§ **Stored data**
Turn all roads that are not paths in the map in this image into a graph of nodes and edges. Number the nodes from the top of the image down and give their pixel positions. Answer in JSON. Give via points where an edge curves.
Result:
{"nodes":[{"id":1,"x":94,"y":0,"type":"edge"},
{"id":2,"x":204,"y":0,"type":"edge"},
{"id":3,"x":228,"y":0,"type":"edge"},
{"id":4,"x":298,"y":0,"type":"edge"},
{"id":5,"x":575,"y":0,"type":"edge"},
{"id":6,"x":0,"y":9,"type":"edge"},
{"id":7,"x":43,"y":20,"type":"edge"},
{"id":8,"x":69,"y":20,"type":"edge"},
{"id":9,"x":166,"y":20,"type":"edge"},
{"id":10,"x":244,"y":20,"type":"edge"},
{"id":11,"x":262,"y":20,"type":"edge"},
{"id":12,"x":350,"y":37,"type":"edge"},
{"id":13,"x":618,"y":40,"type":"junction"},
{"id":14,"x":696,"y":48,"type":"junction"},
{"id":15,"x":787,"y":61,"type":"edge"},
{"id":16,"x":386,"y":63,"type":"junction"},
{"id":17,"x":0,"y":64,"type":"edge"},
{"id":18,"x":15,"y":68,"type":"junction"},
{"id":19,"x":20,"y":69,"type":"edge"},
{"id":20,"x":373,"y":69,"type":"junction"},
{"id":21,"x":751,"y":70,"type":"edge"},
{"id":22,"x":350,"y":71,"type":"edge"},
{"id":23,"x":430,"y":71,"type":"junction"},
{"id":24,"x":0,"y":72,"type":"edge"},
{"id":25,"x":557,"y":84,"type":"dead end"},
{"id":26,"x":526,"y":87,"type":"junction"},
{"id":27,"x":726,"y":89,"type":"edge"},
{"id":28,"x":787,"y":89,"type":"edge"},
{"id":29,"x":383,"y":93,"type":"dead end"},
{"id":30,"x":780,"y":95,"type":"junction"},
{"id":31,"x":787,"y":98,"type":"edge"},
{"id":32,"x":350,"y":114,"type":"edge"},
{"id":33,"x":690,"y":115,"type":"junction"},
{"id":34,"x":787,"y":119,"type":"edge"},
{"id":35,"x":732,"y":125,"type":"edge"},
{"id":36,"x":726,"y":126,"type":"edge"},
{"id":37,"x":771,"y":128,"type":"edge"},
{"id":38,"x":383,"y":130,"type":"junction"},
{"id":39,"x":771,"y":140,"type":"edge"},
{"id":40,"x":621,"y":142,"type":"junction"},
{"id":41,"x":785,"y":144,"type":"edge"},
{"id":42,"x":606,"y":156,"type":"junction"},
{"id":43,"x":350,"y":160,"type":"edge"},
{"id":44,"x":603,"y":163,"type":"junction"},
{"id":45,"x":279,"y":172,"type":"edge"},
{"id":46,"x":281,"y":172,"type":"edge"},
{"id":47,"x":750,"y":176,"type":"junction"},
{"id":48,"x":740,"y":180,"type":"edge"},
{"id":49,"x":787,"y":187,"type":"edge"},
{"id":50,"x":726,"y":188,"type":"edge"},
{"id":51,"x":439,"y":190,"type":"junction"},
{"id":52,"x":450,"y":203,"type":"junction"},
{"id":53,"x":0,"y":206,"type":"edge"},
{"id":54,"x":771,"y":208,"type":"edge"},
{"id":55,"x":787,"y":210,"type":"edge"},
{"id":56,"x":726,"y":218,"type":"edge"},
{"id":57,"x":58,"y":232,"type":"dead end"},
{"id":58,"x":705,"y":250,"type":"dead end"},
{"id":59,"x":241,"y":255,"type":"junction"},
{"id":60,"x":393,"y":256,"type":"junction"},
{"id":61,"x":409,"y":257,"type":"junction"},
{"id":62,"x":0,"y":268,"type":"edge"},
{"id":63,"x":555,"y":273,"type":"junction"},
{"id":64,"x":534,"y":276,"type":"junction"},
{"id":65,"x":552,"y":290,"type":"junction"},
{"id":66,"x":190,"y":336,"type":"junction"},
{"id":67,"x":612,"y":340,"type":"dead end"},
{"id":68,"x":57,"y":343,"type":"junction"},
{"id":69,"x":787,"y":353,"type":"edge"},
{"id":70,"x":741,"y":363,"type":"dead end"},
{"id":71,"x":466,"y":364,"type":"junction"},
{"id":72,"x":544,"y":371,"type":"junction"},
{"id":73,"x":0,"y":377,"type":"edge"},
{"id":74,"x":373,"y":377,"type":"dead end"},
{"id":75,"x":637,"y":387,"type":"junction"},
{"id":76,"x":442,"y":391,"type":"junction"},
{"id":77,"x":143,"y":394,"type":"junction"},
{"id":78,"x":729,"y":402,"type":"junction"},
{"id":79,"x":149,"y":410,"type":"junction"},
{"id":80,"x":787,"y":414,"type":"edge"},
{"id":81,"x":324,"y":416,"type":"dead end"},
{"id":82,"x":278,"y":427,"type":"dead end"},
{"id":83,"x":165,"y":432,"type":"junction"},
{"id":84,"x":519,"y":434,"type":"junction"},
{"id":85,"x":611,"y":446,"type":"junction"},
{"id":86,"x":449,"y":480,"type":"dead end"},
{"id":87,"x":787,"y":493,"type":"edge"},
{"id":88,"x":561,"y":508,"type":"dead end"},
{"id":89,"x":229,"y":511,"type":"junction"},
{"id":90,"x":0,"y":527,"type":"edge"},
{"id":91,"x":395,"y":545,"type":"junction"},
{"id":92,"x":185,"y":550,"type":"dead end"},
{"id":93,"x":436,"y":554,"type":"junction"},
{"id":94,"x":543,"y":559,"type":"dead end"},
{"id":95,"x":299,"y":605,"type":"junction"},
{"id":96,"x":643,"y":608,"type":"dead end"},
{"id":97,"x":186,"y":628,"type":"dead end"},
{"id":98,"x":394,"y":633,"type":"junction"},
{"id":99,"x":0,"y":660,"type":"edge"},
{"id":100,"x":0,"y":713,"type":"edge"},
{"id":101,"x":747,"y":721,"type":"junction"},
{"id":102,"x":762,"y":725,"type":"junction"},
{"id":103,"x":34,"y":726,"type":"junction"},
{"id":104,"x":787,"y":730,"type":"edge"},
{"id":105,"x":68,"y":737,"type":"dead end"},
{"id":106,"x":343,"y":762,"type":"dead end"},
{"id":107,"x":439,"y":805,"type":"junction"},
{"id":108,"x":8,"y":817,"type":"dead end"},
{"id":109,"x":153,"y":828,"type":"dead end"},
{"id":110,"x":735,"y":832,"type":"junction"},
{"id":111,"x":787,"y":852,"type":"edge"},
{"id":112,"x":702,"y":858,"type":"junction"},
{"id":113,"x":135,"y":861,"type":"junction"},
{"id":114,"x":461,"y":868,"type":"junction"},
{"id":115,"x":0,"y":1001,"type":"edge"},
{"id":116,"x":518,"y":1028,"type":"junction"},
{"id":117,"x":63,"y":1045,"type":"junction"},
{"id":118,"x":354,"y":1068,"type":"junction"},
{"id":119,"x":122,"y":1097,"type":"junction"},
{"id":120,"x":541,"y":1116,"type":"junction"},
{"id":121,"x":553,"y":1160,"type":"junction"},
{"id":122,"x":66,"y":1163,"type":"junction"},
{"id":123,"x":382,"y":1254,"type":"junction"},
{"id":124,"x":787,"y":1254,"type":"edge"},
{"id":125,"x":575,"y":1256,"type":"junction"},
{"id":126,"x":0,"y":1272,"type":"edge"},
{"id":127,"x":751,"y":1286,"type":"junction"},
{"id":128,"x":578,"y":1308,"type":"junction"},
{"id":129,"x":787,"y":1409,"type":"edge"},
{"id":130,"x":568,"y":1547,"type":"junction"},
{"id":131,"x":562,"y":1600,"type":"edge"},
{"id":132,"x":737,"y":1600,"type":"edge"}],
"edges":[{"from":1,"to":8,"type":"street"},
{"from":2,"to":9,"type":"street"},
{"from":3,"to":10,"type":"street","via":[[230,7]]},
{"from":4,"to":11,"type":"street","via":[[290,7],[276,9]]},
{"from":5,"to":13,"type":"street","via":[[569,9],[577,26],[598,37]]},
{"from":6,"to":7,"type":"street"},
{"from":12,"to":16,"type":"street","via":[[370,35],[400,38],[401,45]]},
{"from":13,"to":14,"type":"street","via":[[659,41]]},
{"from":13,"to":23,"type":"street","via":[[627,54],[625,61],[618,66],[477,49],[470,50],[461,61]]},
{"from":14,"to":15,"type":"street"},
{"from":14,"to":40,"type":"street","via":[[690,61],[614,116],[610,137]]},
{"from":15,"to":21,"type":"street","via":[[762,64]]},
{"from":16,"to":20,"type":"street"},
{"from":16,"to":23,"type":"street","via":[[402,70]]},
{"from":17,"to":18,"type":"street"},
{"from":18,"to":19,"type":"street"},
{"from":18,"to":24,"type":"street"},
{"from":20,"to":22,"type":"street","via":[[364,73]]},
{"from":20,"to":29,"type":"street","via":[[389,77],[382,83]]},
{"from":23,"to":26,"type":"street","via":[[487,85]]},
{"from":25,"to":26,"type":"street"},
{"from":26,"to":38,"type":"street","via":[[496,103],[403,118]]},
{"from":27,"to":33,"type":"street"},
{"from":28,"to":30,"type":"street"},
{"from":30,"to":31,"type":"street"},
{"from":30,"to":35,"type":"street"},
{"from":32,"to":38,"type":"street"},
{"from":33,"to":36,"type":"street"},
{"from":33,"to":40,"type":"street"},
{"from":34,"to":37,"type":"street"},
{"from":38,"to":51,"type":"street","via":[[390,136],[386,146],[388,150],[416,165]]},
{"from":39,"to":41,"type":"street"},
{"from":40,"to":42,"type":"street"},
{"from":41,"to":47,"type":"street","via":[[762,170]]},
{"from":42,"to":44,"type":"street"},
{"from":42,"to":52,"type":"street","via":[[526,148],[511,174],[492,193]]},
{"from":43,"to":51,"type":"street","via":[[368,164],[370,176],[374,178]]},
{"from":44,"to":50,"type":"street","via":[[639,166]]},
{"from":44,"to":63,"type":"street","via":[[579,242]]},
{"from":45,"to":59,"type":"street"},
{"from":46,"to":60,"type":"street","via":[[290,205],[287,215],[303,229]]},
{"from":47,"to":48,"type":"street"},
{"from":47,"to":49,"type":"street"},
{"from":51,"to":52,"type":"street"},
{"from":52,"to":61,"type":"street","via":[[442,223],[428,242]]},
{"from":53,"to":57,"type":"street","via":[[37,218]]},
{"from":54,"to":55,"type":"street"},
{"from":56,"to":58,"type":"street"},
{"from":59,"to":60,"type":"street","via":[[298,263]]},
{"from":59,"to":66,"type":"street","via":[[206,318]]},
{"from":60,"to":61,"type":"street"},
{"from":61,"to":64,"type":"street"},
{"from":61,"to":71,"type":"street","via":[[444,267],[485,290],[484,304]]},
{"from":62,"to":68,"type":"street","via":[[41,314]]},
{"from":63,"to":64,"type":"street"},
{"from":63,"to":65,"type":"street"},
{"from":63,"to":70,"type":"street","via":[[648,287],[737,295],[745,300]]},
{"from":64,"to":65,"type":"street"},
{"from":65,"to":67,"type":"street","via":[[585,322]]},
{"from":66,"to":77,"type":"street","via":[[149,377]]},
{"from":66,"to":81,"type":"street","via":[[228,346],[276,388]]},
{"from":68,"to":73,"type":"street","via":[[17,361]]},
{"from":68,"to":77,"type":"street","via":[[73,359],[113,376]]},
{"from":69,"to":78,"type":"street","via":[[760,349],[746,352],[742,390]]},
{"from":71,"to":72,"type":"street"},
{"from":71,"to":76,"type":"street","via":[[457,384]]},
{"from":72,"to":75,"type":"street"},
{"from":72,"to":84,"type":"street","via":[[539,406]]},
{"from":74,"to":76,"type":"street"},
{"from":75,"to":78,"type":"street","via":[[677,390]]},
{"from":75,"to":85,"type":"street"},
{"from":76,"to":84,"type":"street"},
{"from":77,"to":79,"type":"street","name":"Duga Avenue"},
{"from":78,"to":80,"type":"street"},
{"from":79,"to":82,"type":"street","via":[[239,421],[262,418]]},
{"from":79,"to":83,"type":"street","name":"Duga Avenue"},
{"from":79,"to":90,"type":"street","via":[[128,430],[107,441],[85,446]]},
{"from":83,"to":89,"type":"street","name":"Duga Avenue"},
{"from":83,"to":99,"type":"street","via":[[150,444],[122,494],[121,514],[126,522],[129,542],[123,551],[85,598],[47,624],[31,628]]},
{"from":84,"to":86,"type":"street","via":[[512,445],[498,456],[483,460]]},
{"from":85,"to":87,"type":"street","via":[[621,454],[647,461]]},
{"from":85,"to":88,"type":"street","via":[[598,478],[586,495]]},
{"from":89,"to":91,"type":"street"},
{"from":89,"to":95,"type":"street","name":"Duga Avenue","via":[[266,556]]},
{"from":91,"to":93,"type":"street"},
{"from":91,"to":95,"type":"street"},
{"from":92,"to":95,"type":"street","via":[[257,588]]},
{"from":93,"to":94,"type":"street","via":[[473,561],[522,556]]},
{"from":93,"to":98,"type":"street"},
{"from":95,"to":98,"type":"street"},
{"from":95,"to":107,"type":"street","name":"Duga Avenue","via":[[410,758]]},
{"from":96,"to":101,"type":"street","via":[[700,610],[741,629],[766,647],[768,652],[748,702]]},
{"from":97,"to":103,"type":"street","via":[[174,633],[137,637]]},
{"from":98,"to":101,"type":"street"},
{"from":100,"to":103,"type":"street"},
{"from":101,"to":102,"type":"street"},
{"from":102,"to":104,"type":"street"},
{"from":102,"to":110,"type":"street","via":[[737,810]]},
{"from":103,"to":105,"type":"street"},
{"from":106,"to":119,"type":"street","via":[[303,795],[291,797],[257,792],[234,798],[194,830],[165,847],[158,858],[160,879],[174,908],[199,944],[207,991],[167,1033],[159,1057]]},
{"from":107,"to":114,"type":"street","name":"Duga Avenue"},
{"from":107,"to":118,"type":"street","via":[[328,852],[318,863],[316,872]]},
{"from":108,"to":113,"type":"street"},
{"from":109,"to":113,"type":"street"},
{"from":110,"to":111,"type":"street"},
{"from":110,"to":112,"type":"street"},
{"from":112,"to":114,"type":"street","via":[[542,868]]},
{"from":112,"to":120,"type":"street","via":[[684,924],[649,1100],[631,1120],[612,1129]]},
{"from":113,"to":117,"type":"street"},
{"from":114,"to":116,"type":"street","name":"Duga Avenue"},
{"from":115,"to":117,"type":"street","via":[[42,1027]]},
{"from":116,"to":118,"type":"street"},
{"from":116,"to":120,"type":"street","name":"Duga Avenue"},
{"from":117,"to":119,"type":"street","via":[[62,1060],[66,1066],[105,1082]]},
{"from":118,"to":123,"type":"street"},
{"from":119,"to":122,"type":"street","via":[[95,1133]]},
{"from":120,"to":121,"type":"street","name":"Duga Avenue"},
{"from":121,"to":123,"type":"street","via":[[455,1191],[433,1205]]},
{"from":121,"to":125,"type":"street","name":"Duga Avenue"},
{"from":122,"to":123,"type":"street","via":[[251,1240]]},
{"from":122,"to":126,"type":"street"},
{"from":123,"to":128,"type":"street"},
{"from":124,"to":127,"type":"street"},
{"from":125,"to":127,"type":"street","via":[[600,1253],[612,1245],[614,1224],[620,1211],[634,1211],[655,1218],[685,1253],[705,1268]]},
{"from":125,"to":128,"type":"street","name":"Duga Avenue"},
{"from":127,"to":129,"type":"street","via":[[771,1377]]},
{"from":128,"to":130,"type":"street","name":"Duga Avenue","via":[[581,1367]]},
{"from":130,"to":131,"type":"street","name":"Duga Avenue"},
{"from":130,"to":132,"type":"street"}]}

§ **Instructions for the task**
Matching lines for the string "nodes": count them across the listing and reply with the number alone.

§ **Written answer**
2